Could you repeat the records below exactly as written?

BEGIN

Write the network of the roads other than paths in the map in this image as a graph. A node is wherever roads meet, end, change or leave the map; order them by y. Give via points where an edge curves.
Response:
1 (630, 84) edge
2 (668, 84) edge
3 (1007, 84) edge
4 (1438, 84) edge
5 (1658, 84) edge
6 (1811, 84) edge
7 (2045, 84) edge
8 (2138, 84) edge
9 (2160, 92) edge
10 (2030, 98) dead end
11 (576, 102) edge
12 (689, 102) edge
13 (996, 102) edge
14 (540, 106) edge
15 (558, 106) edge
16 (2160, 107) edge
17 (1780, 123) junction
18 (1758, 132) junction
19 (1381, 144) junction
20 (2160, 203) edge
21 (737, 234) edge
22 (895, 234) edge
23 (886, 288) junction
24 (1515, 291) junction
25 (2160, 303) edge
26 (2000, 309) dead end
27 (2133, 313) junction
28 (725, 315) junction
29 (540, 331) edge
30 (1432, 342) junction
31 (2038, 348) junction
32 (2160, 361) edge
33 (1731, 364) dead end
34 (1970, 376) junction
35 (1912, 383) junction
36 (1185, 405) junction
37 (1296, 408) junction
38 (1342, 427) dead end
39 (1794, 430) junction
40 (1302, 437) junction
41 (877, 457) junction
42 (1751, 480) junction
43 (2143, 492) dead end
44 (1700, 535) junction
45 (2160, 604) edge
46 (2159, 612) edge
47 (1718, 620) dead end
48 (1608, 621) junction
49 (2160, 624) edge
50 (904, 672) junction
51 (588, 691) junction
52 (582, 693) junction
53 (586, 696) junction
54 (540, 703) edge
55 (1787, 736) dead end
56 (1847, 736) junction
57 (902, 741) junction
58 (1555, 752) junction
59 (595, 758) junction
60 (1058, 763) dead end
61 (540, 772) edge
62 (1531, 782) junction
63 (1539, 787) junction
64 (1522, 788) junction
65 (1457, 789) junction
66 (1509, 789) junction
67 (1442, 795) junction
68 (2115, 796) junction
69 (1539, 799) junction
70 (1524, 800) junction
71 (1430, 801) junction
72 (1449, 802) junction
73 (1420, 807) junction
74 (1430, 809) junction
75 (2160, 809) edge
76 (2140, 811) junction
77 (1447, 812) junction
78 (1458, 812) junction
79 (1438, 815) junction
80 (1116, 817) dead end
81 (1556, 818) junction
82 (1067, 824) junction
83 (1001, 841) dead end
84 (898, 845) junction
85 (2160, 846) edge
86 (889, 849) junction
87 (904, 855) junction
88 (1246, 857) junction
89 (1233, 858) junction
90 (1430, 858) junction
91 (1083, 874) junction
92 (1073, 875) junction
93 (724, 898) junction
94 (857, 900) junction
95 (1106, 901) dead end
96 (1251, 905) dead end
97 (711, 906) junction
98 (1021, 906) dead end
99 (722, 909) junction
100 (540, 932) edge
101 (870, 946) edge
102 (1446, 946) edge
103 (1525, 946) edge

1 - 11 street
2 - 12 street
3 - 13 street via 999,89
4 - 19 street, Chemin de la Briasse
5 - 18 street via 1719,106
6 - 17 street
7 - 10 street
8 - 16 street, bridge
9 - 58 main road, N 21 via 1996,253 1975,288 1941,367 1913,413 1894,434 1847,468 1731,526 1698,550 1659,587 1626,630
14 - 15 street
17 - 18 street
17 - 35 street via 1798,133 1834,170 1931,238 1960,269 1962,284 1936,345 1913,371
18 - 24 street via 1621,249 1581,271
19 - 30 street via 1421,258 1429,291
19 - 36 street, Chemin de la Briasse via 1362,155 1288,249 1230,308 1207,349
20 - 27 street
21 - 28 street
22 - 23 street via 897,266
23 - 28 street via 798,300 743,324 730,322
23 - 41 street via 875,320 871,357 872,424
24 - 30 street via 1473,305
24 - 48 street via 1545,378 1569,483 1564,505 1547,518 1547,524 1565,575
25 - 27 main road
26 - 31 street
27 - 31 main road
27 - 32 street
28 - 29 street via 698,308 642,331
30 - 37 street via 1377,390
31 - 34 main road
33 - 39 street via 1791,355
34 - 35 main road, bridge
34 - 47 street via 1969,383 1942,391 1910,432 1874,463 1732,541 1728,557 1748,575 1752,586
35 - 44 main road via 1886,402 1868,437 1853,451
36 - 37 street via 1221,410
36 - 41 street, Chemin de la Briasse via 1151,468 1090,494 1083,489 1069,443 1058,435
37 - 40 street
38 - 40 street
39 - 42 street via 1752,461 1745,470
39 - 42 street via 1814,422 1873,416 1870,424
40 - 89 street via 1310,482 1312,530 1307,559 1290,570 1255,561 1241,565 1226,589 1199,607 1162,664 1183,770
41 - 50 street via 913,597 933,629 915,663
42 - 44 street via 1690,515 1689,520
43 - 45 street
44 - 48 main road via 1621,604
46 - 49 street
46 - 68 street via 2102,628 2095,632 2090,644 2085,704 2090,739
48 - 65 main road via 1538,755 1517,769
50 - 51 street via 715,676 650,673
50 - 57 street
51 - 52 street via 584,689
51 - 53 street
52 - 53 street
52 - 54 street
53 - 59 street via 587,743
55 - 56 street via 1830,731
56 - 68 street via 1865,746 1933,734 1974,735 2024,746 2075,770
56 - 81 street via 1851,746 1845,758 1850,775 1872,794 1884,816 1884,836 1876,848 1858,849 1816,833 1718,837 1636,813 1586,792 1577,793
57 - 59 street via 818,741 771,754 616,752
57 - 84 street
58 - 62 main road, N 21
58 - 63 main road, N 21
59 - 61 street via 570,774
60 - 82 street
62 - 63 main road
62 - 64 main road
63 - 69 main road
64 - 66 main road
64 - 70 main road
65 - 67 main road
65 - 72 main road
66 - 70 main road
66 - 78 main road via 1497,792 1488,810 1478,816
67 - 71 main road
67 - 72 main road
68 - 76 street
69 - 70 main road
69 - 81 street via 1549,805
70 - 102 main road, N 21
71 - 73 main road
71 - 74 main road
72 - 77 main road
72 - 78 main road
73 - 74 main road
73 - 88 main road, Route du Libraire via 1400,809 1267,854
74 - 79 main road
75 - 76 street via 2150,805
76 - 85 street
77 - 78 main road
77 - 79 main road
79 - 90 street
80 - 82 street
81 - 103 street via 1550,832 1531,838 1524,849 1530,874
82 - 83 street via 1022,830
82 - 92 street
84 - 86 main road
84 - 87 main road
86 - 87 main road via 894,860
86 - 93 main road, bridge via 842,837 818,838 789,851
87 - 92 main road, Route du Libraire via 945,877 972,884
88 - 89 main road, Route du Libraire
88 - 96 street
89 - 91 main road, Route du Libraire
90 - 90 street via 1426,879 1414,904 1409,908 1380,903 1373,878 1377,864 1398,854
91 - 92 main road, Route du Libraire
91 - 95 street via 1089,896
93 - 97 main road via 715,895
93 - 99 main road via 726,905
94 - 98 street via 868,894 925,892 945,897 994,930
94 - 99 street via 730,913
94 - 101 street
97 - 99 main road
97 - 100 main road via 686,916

END

TASK OUTPUT –
Write the network of the roads other than paths in the map in this image as a graph. A node is wherever roads meet, end, change or leave the map; order them by y. Give via points where an edge curves.
Response:
1 (630, 84) edge
2 (668, 84) edge
3 (1007, 84) edge
4 (1438, 84) edge
5 (1658, 84) edge
6 (1811, 84) edge
7 (2045, 84) edge
8 (2138, 84) edge
9 (2160, 92) edge
10 (2030, 98) dead end
11 (576, 102) edge
12 (689, 102) edge
13 (996, 102) edge
14 (540, 106) edge
15 (558, 106) edge
16 (2160, 107) edge
17 (1780, 123) junction
18 (1758, 132) junction
19 (1381, 144) junction
20 (2160, 203) edge
21 (737, 234) edge
22 (895, 234) edge
23 (886, 288) junction
24 (1515, 291) junction
25 (2160, 303) edge
26 (2000, 309) dead end
27 (2133, 313) junction
28 (725, 315) junction
29 (540, 331) edge
30 (1432, 342) junction
31 (2038, 348) junction
32 (2160, 361) edge
33 (1731, 364) dead end
34 (1970, 376) junction
35 (1912, 383) junction
36 (1185, 405) junction
37 (1296, 408) junction
38 (1342, 427) dead end
39 (1794, 430) junction
40 (1302, 437) junction
41 (877, 457) junction
42 (1751, 480) junction
43 (2143, 492) dead end
44 (1700, 535) junction
45 (2160, 604) edge
46 (2159, 612) edge
47 (1718, 620) dead end
48 (1608, 621) junction
49 (2160, 624) edge
50 (904, 672) junction
51 (588, 691) junction
52 (582, 693) junction
53 (586, 696) junction
54 (540, 703) edge
55 (1787, 736) dead end
56 (1847, 736) junction
57 (902, 741) junction
58 (1555, 752) junction
59 (595, 758) junction
60 (1058, 763) dead end
61 (540, 772) edge
62 (1531, 782) junction
63 (1539, 787) junction
64 (1522, 788) junction
65 (1457, 789) junction
66 (1509, 789) junction
67 (1442, 795) junction
68 (2115, 796) junction
69 (1539, 799) junction
70 (1524, 800) junction
71 (1430, 801) junction
72 (1449, 802) junction
73 (1420, 807) junction
74 (1430, 809) junction
75 (2160, 809) edge
76 (2140, 811) junction
77 (1447, 812) junction
78 (1458, 812) junction
79 (1438, 815) junction
80 (1116, 817) dead end
81 (1556, 818) junction
82 (1067, 824) junction
83 (1001, 841) dead end
84 (898, 845) junction
85 (2160, 846) edge
86 (889, 849) junction
87 (904, 855) junction
88 (1246, 857) junction
89 (1233, 858) junction
90 (1430, 858) junction
91 (1083, 874) junction
92 (1073, 875) junction
93 (724, 898) junction
94 (857, 900) junction
95 (1106, 901) dead end
96 (1251, 905) dead end
97 (711, 906) junction
98 (1021, 906) dead end
99 (722, 909) junction
100 (540, 932) edge
101 (870, 946) edge
102 (1446, 946) edge
103 (1525, 946) edge

1 - 11 street
2 - 12 street
3 - 13 street via 999,89
4 - 19 street, Chemin de la Briasse
5 - 18 street via 1719,106
6 - 17 street
7 - 10 street
8 - 16 street, bridge
9 - 58 main road, N 21 via 1996,253 1975,288 1941,367 1913,413 1894,434 1847,468 1731,526 1698,550 1659,587 1626,630
14 - 15 street
17 - 18 street
17 - 35 street via 1798,133 1834,170 1931,238 1960,269 1962,284 1936,345 1913,371
18 - 24 street via 1621,249 1581,271
19 - 30 street via 1421,258 1429,291
19 - 36 street, Chemin de la Briasse via 1362,155 1288,249 1230,308 1207,349
20 - 27 street
21 - 28 street
22 - 23 street via 897,266
23 - 28 street via 798,300 743,324 730,322
23 - 41 street via 875,320 871,357 872,424
24 - 30 street via 1473,305
24 - 48 street via 1545,378 1569,483 1564,505 1547,518 1547,524 1565,575
25 - 27 main road
26 - 31 street
27 - 31 main road
27 - 32 street
28 - 29 street via 698,308 642,331
30 - 37 street via 1377,390
31 - 34 main road
33 - 39 street via 1791,355
34 - 35 main road, bridge
34 - 47 street via 1969,383 1942,391 1910,432 1874,463 1732,541 1728,557 1748,575 1752,586
35 - 44 main road via 1886,402 1868,437 1853,451
36 - 37 street via 1221,410
36 - 41 street, Chemin de la Briasse via 1151,468 1090,494 1083,489 1069,443 1058,435
37 - 40 street
38 - 40 street
39 - 42 street via 1752,461 1745,470
39 - 42 street via 1814,422 1873,416 1870,424
40 - 89 street via 1310,482 1312,530 1307,559 1290,570 1255,561 1241,565 1226,589 1199,607 1162,664 1183,770
41 - 50 street via 913,597 933,629 915,663
42 - 44 street via 1690,515 1689,520
43 - 45 street
44 - 48 main road via 1621,604
46 - 49 street
46 - 68 street via 2102,628 2095,632 2090,644 2085,704 2090,739
48 - 65 main road via 1538,755 1517,769
50 - 51 street via 715,676 650,673
50 - 57 street
51 - 52 street via 584,689
51 - 53 street
52 - 53 street
52 - 54 street
53 - 59 street via 587,743
55 - 56 street via 1830,731
56 - 68 street via 1865,746 1933,734 1974,735 2024,746 2075,770
56 - 81 street via 1851,746 1845,758 1850,775 1872,794 1884,816 1884,836 1876,848 1858,849 1816,833 1718,837 1636,813 1586,792 1577,793
57 - 59 street via 818,741 771,754 616,752
57 - 84 street
58 - 62 main road, N 21
58 - 63 main road, N 21
59 - 61 street via 570,774
60 - 82 street
62 - 63 main road
62 - 64 main road
63 - 69 main road
64 - 66 main road
64 - 70 main road
65 - 67 main road
65 - 72 main road
66 - 70 main road
66 - 78 main road via 1497,792 1488,810 1478,816
67 - 71 main road
67 - 72 main road
68 - 76 street
69 - 70 main road
69 - 81 street via 1549,805
70 - 102 main road, N 21
71 - 73 main road
71 - 74 main road
72 - 77 main road
72 - 78 main road
73 - 74 main road
73 - 88 main road, Route du Libraire via 1400,809 1267,854
74 - 79 main road
75 - 76 street via 2150,805
76 - 85 street
77 - 78 main road
77 - 79 main road
79 - 90 street
80 - 82 street
81 - 103 street via 1550,832 1531,838 1524,849 1530,874
82 - 83 street via 1022,830
82 - 92 street
84 - 86 main road
84 - 87 main road
86 - 87 main road via 894,860
86 - 93 main road, bridge via 842,837 818,838 789,851
87 - 92 main road, Route du Libraire via 945,877 972,884
88 - 89 main road, Route du Libraire
88 - 96 street
89 - 91 main road, Route du Libraire
90 - 90 street via 1426,879 1414,904 1409,908 1380,903 1373,878 1377,864 1398,854
91 - 92 main road, Route du Libraire
91 - 95 street via 1089,896
93 - 97 main road via 715,895
93 - 99 main road via 726,905
94 - 98 street via 868,894 925,892 945,897 994,930
94 - 99 street via 730,913
94 - 101 street
97 - 99 main road
97 - 100 main road via 686,916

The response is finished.